Field Effect Properties of Phosphorus Doped CdS Single-Crystal Nanoribbon via Co-Thermal-Evaporation

High quality Phosphorus doped (P-doped) CdS nanoribbons (NRs) were synthesized with different doping levels by co-thermal-evaporation. The field-effect-transistors based on as-synthesized nanoribbons were fabricated successfully too. The as-synthesized Phosphorus doped CdS nanoribbons are wurtzite structure and grow along the [110] orientation. The XRD patterns of doped CdS nanoribbons show obviously shifting to left with the increasing of a and c lattice parameters when percent of dopant is up to 3.18%. The contact of Phosphorus-doped CdS nanoribbons with the electrodes was found to be ohmic contacts, which present the approximate linear relations between source-drain current versus voltage measured by two terminal measurements.
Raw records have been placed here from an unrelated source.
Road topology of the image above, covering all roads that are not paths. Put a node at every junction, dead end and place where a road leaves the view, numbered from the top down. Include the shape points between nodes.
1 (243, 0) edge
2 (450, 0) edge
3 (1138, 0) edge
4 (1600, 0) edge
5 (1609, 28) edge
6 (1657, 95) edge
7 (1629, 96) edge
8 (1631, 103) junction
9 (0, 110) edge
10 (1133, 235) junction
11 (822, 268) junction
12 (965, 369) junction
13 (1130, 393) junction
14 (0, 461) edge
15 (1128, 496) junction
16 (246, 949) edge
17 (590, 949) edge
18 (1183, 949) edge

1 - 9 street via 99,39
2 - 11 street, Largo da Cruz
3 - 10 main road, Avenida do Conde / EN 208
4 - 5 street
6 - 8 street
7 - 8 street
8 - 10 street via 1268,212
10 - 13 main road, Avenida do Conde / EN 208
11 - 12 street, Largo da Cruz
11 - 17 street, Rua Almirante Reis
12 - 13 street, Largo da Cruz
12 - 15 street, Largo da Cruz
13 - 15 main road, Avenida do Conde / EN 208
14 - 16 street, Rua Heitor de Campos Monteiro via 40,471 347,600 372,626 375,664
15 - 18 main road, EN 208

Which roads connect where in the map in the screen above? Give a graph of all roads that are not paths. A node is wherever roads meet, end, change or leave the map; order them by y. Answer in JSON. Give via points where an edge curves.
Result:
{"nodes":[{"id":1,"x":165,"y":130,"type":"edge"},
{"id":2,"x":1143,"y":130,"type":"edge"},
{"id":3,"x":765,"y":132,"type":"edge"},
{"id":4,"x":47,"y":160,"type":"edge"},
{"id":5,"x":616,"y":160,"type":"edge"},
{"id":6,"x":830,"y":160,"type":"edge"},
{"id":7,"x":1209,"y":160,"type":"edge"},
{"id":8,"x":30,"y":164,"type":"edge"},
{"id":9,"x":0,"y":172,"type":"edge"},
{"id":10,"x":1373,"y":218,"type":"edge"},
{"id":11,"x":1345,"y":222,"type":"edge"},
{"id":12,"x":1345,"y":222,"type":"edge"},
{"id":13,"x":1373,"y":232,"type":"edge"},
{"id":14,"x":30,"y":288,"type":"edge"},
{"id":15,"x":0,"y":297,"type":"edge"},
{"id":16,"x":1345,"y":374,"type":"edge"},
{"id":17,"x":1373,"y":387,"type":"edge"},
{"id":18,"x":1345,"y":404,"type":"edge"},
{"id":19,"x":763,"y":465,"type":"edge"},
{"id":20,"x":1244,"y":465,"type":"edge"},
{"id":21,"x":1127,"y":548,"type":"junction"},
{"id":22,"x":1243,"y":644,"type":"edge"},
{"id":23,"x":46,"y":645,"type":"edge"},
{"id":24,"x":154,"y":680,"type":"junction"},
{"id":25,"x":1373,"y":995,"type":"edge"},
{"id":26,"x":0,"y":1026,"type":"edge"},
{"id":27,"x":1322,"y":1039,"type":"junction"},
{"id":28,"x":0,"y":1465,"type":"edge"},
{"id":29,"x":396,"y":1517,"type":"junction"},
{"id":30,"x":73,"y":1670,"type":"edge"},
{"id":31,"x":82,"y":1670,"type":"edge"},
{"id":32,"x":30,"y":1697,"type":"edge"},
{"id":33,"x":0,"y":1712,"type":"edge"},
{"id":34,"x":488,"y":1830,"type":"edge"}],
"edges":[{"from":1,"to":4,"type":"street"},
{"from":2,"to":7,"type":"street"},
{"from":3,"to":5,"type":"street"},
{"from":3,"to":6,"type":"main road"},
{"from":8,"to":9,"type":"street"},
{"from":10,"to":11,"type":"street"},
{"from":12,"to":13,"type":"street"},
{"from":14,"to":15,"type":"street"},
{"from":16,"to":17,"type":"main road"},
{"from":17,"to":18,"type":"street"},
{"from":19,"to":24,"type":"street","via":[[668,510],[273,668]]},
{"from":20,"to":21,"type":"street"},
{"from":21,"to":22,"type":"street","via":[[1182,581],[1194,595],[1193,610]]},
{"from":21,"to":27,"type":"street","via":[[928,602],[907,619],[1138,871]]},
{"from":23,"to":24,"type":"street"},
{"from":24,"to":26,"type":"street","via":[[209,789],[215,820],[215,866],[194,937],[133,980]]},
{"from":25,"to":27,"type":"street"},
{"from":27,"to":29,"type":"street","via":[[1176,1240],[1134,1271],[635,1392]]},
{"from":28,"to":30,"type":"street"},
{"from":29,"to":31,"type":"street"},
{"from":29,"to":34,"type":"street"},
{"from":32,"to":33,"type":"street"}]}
It is noted that the characterization of V-g-dependent current versus bias voltage curves demonstrates the n-type semiconductors of as-prepared CdS nanoribbons due to self-compensation effects. The electron mobility of two levels P-doped CdS nanoribbons is calculated to be 175 cm(2)/Vs and 1.58 cm(2)/Vs, respectively. The conductance of the higher doping level is three magnitudes larger than that of the lower one nearly. Moreover, the increasing of electronic carriers concentration make the gap between the Fermi level and the conduction band minimum is lower comparing to the intrinsic CdS Nanoribbons.